Q: What brought you to NuVu originally, were you an industry professional prior to teaching?
A: I worked in a local architecture firm as a fabrication specialist and architectural designer before coming to NuVu. I had always worked in education programs in my free time at summer and extracurricular programs. So, when the opportunity to switch to full time teaching while continuing to apply fabrication and design skills was presented, it seemed too interesting to pass up.
The most compelling part of NuVu is how the curriculum model encourages young people to blur the boundaries of disciplines and genres. NuVu helps them build a framework to carve out their own interdisciplinary paths of more culturally aware, and compassionate design. This is what I wanted to invest my time in; helping students build a foundation of interdisciplinary education to prepare them to become the leaders of the future we need.
Q: “What are some of the projects you have supported at NuVu? Tell me about your journey here.
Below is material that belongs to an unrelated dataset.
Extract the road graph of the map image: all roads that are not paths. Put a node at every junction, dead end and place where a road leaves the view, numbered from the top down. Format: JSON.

A: I started at NuVu as a NuVuX Design Fellow for one of our partner schools, Fessenden. I had the opportunity to work with an AMAZING team there; Curt Llewelyn, the Director of the Cignoli Center for Innovation (CCI), Lauren Maiurano CCI Innovation Coach, and Librarian Erika Hoddinott to name a few. The maker-space truly felt like a place where students could be fully themselves, and release their curiosity through explorations in design. I’m so proud to have been a part of getting the NuVuX program started there. It continues to flourish as a space where teachers from all disciplines come together to collaborate on projects for their classrooms.
Q: What is the best part of working with students in this model?
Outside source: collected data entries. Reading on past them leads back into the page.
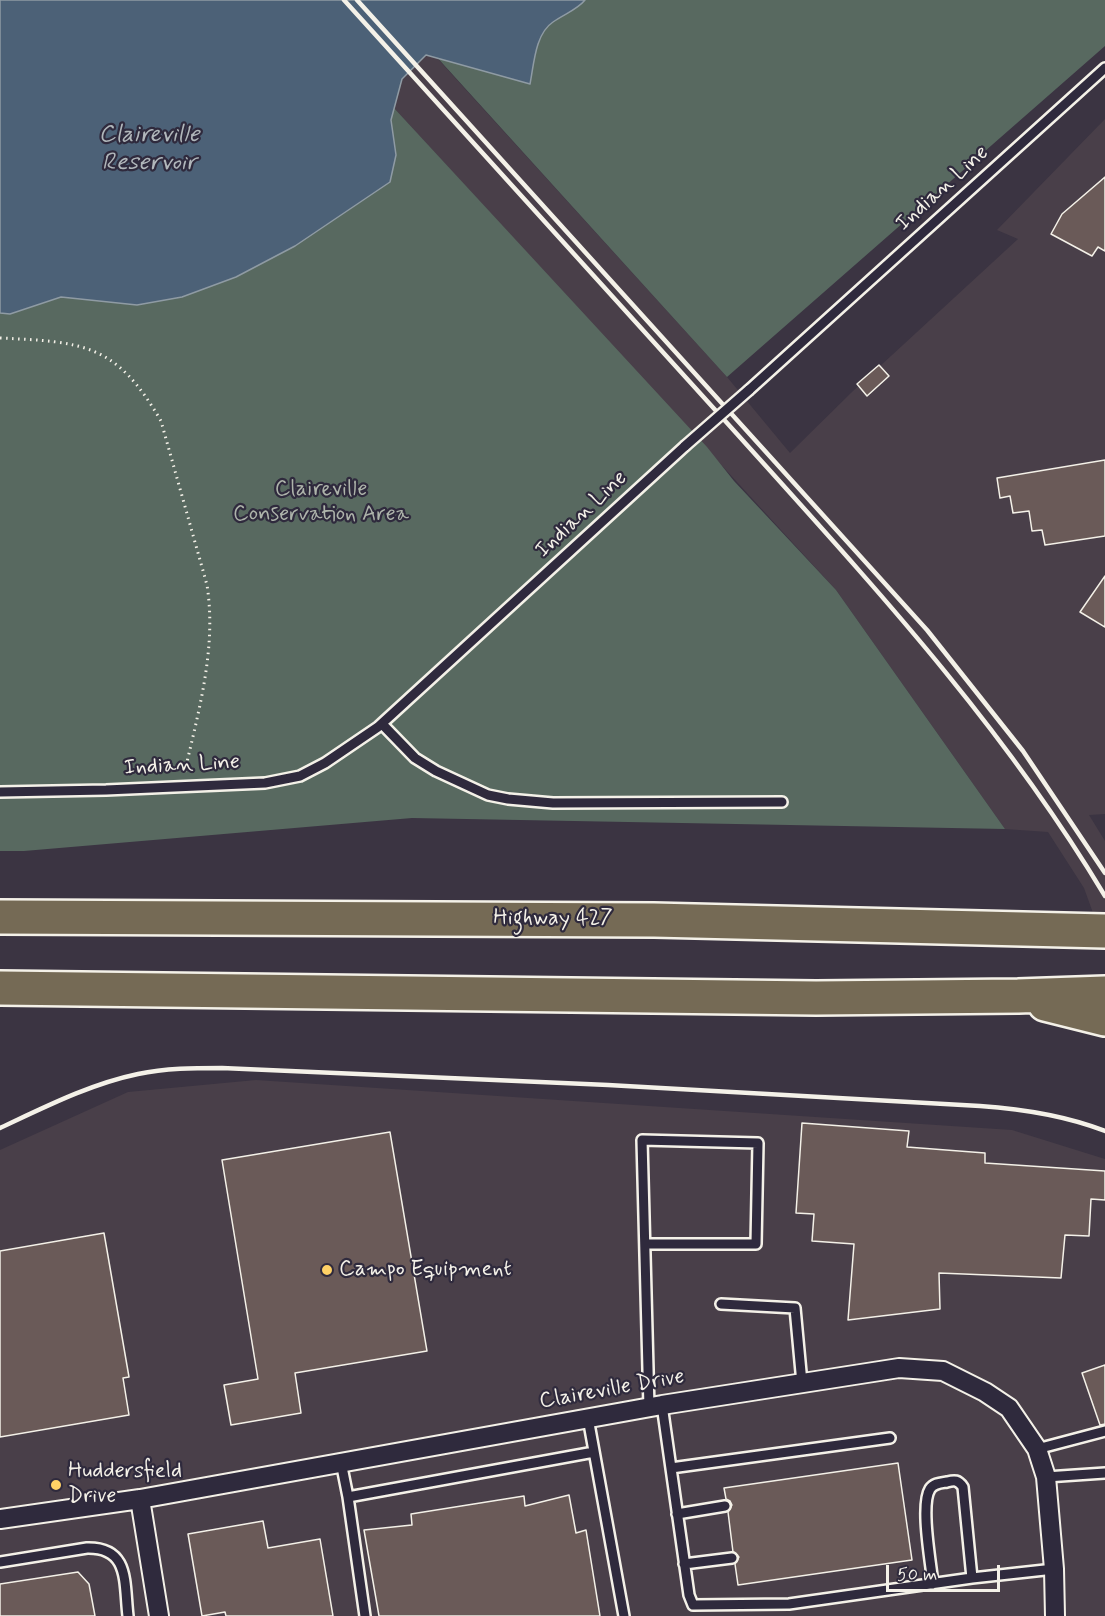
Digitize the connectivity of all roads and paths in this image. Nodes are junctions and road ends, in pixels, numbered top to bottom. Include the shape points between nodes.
1 (1105, 68) edge
2 (0, 338) edge
3 (382, 724) junction
4 (181, 786) junction
5 (0, 792) edge
6 (782, 802) dead end
7 (0, 917) edge
8 (1105, 931) edge
9 (0, 988) edge
10 (1098, 1006) edge
11 (645, 1244) junction
12 (721, 1304) dead end
13 (802, 1383) junction
14 (656, 1406) junction
15 (588, 1417) junction
16 (1105, 1431) edge
17 (890, 1438) dead end
18 (1037, 1449) junction
19 (594, 1452) junction
20 (341, 1462) junction
21 (671, 1468) junction
22 (1105, 1473) edge
23 (1046, 1477) junction
24 (348, 1497) junction
25 (140, 1499) junction
26 (725, 1506) dead end
27 (677, 1514) junction
28 (0, 1519) edge
29 (732, 1558) dead end
30 (0, 1562) edge
31 (684, 1564) junction
32 (1054, 1569) junction
33 (972, 1578) junction
34 (933, 1584) junction
35 (128, 1616) edge
36 (159, 1616) edge
37 (365, 1616) edge
38 (624, 1616) edge
39 (1055, 1616) edge

1 - 3 lane, Indian Line, bridge
2 - 4 path via 62,342 91,349 134,381 161,421 211,610 206,678
3 - 4 lane, Indian Line via 325,764 300,776 265,783
3 - 6 lane via 415,758 435,771 488,795 508,799 553,803
4 - 5 lane, Indian Line
7 - 8 highway, Highway 427 via 654,920
9 - 10 highway via 816,998 1017,996
11 - 11 lane via 642,1140 758,1143 756,1244
11 - 14 lane
12 - 13 lane via 795,1308
13 - 14 street, Claireville Drive
13 - 18 street, Claireville Drive via 899,1368 943,1371 1009,1408
14 - 15 street, Claireville Drive
14 - 21 lane
15 - 19 lane
15 - 20 street, Claireville Drive
16 - 18 lane
17 - 21 lane
18 - 23 street, Claireville Drive
19 - 24 lane
19 - 38 lane
20 - 24 lane
20 - 25 street, Claireville Drive
21 - 27 lane
22 - 23 lane
23 - 32 street, Claireville Drive
24 - 37 lane
25 - 28 street, Claireville Drive
25 - 36 street
26 - 27 lane
27 - 31 lane
29 - 31 lane
30 - 35 lane via 87,1548 112,1552 121,1563
31 - 34 lane via 693,1605 701,1606 789,1604
32 - 33 lane
32 - 39 street, Claireville Drive
33 - 34 lane
33 - 34 lane via 963,1486 955,1480 934,1484 929,1490 926,1514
A: The most fun part about working with students in this model is hearing about students’ ideas. Sometimes a problem that may seem mundane to an adult can seem like a mountain to a teen, and they’ll pitch a wacky far-fetched design with a deadpan straight face. There is such a vast range of experiences that students have, and along with that a vast range of things they find important, and ways they see the world. Those wacky ideas are the best part of working here. Hearing about the varied interests, and projects ideas that students come up with, and then helping them through the creative journey to represent this wacky idea is so. much. fun. Teaching at NuVu keeps you on your toes, and keeps you young. You can’t take yourself too seriously here, or anywhere really, so it’s always a really fun place to be.
Q: What is the most challenging part of working with students in this model?
A: One of the most difficult things about teaching in this model is helping students follow through on their own ideas. Sometimes, because things can move quickly, a student might fail to see the value in - or even just forget about - an incredibly worthwhile idea. Sometimes students just don't see the vision yet, but all they really have to do in order to realize that vision is to just try it. Getting students to a place of confidence to pursue new and unexplored media, and to follow through on big ideas, can often be the most challenging part.
Q: Imagine the year is 2030, what is the advice you would give to NuVu’s graduating class?
A: Run with the ideas you have now. Identify things that make you uncomfortable, and question the way things are working. You are now the people in the movement, you are the protestors, you are the faces in history textbooks. Embrace that you are a part of this history, even if it’s hard to realize it. A huge part of being involved in something big is following your convictions, and speaking up about your vision. The future that you see is possible, even if no one else has grasped yet. Try it out, make your voice heard now, and I promise you people will catch up.